The SABR people are resolutely anti-Rice. They’ve got numbers parsed by the truckload to downplay his impact, and to this I say, “Phooey,’’ or maybe even something stronger. For SABR people refuse to acknowledge the concept of anecdotal evidence when evaluating a ballplayer (no, not you, Bill James). So when I speak of the time Milwaukee manager Alex Grammas confirmed for me that, yes, indeed, he had ordered a sizzling Jim Rice pitched around (like, four straight unhittable balls out of the strike zone) in a sixth-inning, bases-loaded situation, or when fellow inductee Rickey Henderson says, as he did yesterday, that when the A’s had pitchers meetings prior to Red Sox series in the Rice era guys “trembled,’’ they say that’s nice, but irrelevant.
Sorry, it matters.
There was a three-year period from 1977-79 when Rice was The Man in the American League, averaging 41 homers, 127 RBIs, and 206 hits a year. And did you know he had back-to-back seasons (’77-78) of 15 triples? He was a feared - yeah, SABR people, feared - hitter, because he was very content to get a base hit in a key situation. He was, after all, just trying to win the game.
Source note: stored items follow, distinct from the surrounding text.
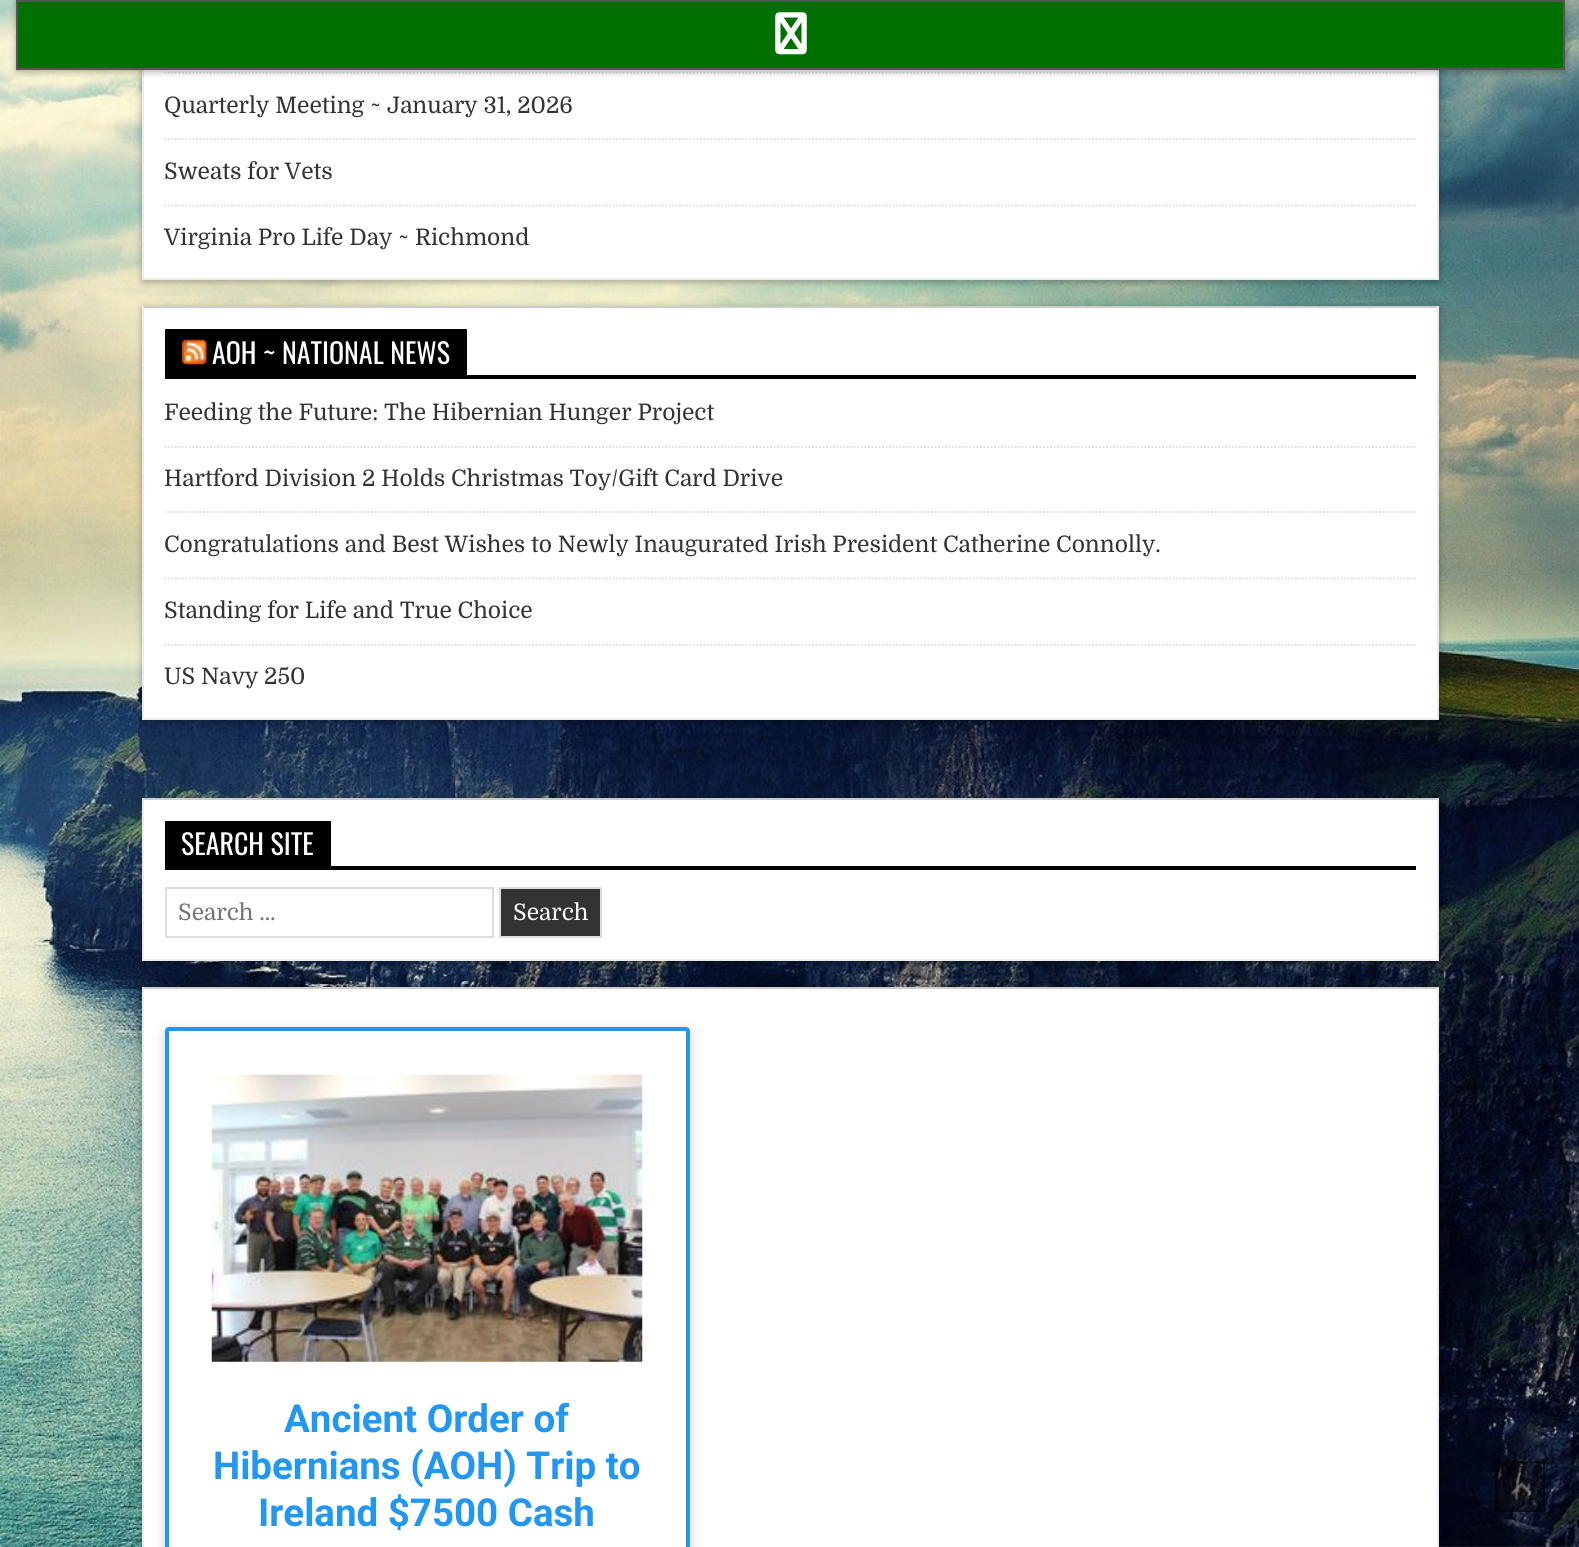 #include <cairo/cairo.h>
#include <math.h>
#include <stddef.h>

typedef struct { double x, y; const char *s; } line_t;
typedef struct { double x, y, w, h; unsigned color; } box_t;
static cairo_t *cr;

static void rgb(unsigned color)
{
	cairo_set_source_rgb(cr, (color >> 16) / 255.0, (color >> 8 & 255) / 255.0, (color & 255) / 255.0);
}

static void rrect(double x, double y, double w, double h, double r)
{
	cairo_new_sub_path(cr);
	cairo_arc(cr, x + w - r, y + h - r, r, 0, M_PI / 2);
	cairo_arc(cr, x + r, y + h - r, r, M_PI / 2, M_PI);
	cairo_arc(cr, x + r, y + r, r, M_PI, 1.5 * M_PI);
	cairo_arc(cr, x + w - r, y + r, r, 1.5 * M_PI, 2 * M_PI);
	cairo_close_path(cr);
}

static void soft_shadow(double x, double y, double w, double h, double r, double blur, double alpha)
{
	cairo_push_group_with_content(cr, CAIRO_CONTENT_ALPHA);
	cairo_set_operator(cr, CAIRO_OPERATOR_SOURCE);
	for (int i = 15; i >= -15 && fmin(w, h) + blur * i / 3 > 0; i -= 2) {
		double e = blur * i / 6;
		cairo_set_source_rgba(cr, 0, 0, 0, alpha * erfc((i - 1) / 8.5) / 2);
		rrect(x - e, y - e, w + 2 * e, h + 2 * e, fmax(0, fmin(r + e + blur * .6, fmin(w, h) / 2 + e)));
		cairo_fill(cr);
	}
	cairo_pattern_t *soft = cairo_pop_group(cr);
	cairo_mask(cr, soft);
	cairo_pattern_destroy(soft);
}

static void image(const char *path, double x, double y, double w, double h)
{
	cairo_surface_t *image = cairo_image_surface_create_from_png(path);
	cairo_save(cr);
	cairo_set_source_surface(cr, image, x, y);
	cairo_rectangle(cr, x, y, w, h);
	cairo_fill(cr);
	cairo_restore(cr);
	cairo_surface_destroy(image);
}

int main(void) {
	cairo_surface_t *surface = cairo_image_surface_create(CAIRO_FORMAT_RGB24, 1579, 1547);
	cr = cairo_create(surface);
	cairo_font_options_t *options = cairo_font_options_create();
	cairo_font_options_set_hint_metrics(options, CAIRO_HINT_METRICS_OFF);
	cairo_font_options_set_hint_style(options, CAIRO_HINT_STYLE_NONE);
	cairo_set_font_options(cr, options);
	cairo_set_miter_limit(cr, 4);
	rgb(0xffffff);
	cairo_paint(cr);
	image("img/1.png", 0, 0, 1579, 1547);
	rgb(0x000000);
	soft_shadow(142, -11, 1297, 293, 0, 3.5, 0.3);
	{
		static const box_t items[] = {
			{144, 70, 1293, 208, 0xffffff},
			{1437, 70, 2, 210, 0xececec},
			{142, 278, 1297, 2, 0xececec},
			{142, 70, 2, 210, 0xececec},
		};
		for (size_t i = 0; i < sizeof items / sizeof *items; i++) {
			rgb(items[i].color);
			cairo_rectangle(cr, items[i].x, items[i].y, items[i].w, items[i].h);
			cairo_fill(cr);
		}
	}
	cairo_new_path(cr);
	cairo_move_to(cr, 164.5, 72.5);
	cairo_line_to(cr, 1416, 72.5);
	rgb(0xdddddd);
	cairo_set_line_width(cr, 1.8);
	cairo_set_dash(cr, (double[]){1.75, 1.75}, 2, 0);
	cairo_stroke(cr);
	rgb(0x000000);
	soft_shadow(16, 2, 1549, 70, 0, 3.5, 0.3);
	rgb(0x007000);
	cairo_rectangle(cr, 17, 1, 1547, 68);
	cairo_fill_preserve(cr);
	rgb(0x555555);
	cairo_set_line_width(cr, 2);
	cairo_set_dash(cr, NULL, 0, 0);
	cairo_stroke(cr);
	image("img/2.png", 775, 12, 32, 43);
	cairo_new_path(cr);
	cairo_move_to(cr, 164.5, 139);
	cairo_line_to(cr, 1416, 139);
	rgb(0xdddddd);
	cairo_set_line_width(cr, 1.8);
	cairo_set_dash(cr, (double[]){1.75, 1.75}, 2, 0);
	cairo_stroke(cr);
	cairo_new_path(cr);
	cairo_move_to(cr, 164.5, 205.5);
	cairo_line_to(cr, 1416, 205.5);
	cairo_stroke(cr);
	rgb(0x000000);
	soft_shadow(142, 308, 1297, 413, 0, 3.5, 0.3);
	{
		static const box_t items[] = {
			{144, 308, 1293, 410, 0xffffff},
			{142, 306, 1297, 2, 0xcccccc},
			{1437, 306, 2, 413, 0xececec},
			{142, 718, 1297, 2, 0xececec},
			{142, 306, 2, 413, 0xececec},
			{165, 375, 1251, 4, 0x000000},
			{165, 329, 302, 46, 0x000000},
		};
		for (size_t i = 0; i < sizeof items / sizeof *items; i++) {
			rgb(items[i].color);
			cairo_rectangle(cr, items[i].x, items[i].y, items[i].w, items[i].h);
			cairo_fill(cr);
		}
	}
	image("img/3.png", 182, 339, 25, 26);
	cairo_new_path(cr);
	cairo_move_to(cr, 164.5, 447);
	cairo_line_to(cr, 1416, 447);
	rgb(0xdddddd);
	cairo_stroke(cr);
	cairo_new_path(cr);
	cairo_move_to(cr, 164.5, 512);
	cairo_line_to(cr, 1416, 512);
	cairo_stroke(cr);
	cairo_new_path(cr);
	cairo_move_to(cr, 164.5, 578.5);
	cairo_line_to(cr, 1416, 578.5);
	cairo_stroke(cr);
	cairo_new_path(cr);
	cairo_move_to(cr, 164.5, 645);
	cairo_line_to(cr, 1416, 645);
	cairo_stroke(cr);
	rgb(0x000000);
	soft_shadow(142, 800, 1297, 163, 0, 3.5, 0.3);
	{
		static const box_t items[] = {
			{144, 800, 1293, 159, 0xffffff},
			{142, 798, 1297, 2, 0xcccccc},
			{1437, 798, 2, 163, 0xececec},
			{142, 959, 1297, 2, 0xececec},
			{142, 798, 2, 163, 0xececec},
			{165, 866, 1251, 4, 0x000000},
			{165, 821, 166, 45, 0x000000},
		};
		for (size_t i = 0; i < sizeof items / sizeof *items; i++) {
			rgb(items[i].color);
			cairo_rectangle(cr, items[i].x, items[i].y, items[i].w, items[i].h);
			cairo_fill(cr);
		}
	}
	cairo_rectangle(cr, 166, 888, 327, 49);
	rgb(0xdddddd);
	cairo_set_line_width(cr, 2);
	cairo_set_dash(cr, NULL, 0, 0);
	cairo_stroke(cr);
	rgb(0x333333);
	cairo_rectangle(cr, 500, 888, 101, 49);
	cairo_fill_preserve(cr);
	rgb(0xdddddd);
	cairo_stroke(cr);
	rgb(0x000000);
	soft_shadow(142, 989, 1297, 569, 0, 3.5, 0.3);
	{
		static const box_t items[] = {
			{144, 989, 1293, 558, 0xffffff},
			{142, 987, 1297, 2, 0xcccccc},
			{1437, 987, 2, 560, 0xececec},
			{142, 987, 2, 560, 0xececec},
		};
		for (size_t i = 0; i < sizeof items / sizeof *items; i++) {
			rgb(items[i].color);
			cairo_rectangle(cr, items[i].x, items[i].y, items[i].w, items[i].h);
			cairo_fill(cr);
		}
	}
	rgb(0x000000);
	soft_shadow(165, 1031, 525, 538, 4, 6, 0.2);
	rgb(0xffffff);
	rrect(167, 1029, 521, 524, 2);
	cairo_fill_preserve(cr);
	rgb(0x2196f3);
	cairo_set_line_width(cr, 4);
	cairo_stroke(cr);
	image("img/4.png", 211, 1074, 432, 288);
	cairo_set_source_rgba(cr, 0, 0, 0, 0.4);
	cairo_rectangle(cr, 1495, 1461, 50, 51);
	cairo_fill(cr);
	image("img/5.png", 1511, 1481, 22, 14);
	cairo_rectangle(cr, 1496, 1462, 48, 49);
	cairo_set_line_width(cr, 2);
	cairo_stroke(cr);
	cairo_select_font_face(cr, "Domine", CAIRO_FONT_SLANT_NORMAL, CAIRO_FONT_WEIGHT_NORMAL);
	cairo_set_font_size(cr, 22.75);
	rgb(0x333333);
	{
		static const line_t items[] = {
			{164, 113, "Quarterly Meeting ~ January 31, 2026"},
			{164, 179, "Sweats for Vets"},
			{164, 245, "Virginia Pro Life Day ~ Richmond"},
		};
		for (size_t i = 0; i < sizeof items / sizeof *items; i++) {
			cairo_move_to(cr, items[i].x, items[i].y);
			cairo_show_text(cr, items[i].s);
		}
	}
	cairo_select_font_face(cr, "Oswald", CAIRO_FONT_SLANT_NORMAL, CAIRO_FONT_WEIGHT_NORMAL);
	cairo_set_font_size(cr, 28);
	rgb(0xffffff);
	cairo_move_to(cr, 212, 364);
	cairo_show_text(cr, "AOH ~ NATIONAL NEWS");
	cairo_select_font_face(cr, "Domine", CAIRO_FONT_SLANT_NORMAL, CAIRO_FONT_WEIGHT_NORMAL);
	cairo_set_font_size(cr, 22.75);
	rgb(0x333333);
	{
		static const line_t items[] = {
			{164, 420, "Feeding the Future: The Hibernian Hunger Project"},
			{164, 486, "Hartford Division 2 Holds Christmas Toy/Gift Card Drive"},
			{164, 552, "Congratulations and Best Wishes to Newly Inaugurated Irish President Catherine Connolly."},
			{164, 618, "Standing for Life and True Choice"},
			{164, 684, "US Navy 250"},
		};
		for (size_t i = 0; i < sizeof items / sizeof *items; i++) {
			cairo_move_to(cr, items[i].x, items[i].y);
			cairo_show_text(cr, items[i].s);
		}
	}
	cairo_select_font_face(cr, "Oswald", CAIRO_FONT_SLANT_NORMAL, CAIRO_FONT_WEIGHT_NORMAL);
	cairo_set_font_size(cr, 28);
	rgb(0xffffff);
	cairo_move_to(cr, 181, 855);
	cairo_show_text(cr, "SEARCH SITE");
	cairo_select_font_face(cr, "Domine", CAIRO_FONT_SLANT_NORMAL, CAIRO_FONT_WEIGHT_NORMAL);
	cairo_set_font_size(cr, 22.75);
	rgb(0x757575);
	cairo_move_to(cr, 178, 920);
	cairo_show_text(cr, "Search …");
	rgb(0xffffff);
	cairo_move_to(cr, 513, 920);
	cairo_show_text(cr, "Search");
	cairo_select_font_face(cr, "Roboto", CAIRO_FONT_SLANT_NORMAL, CAIRO_FONT_WEIGHT_BOLD);
	cairo_set_font_size(cr, 38.5);
	rgb(0x2196f3);
	{
		static const line_t items[] = {
			{284, 1432, "Ancient Order of"},
			{213, 1479, "Hibernians (AOH) Trip to"},
			{258, 1526, "Ireland $7500 Cash"},
		};
		for (size_t i = 0; i < sizeof items / sizeof *items; i++) {
			cairo_move_to(cr, items[i].x, items[i].y);
			cairo_show_text(cr, items[i].s);
		}
	}
	cairo_surface_write_to_png(surface, "page.png");
	cairo_font_options_destroy(options);
	cairo_destroy(cr);
	cairo_surface_destroy(surface);
	return 0;
}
In today’s speech he just wants to touch all the appropriate bases. “Thank my wife, my high school coaches, my mom and dad, and anyone else who helped me get here,’’ he says. “Speak from the heart. Short. Direct. Not a problem. Stick to the script and get it over with. They tell you five to eight minutes. The Hall of Famers will let you know. They’ll pull your coat. ‘Time to go.’ That’s the way I like it.’’
I see a man on second, a compact, controlled swing, and a line-drive single to left. Short. Direct. No problem. Pure Jim Rice.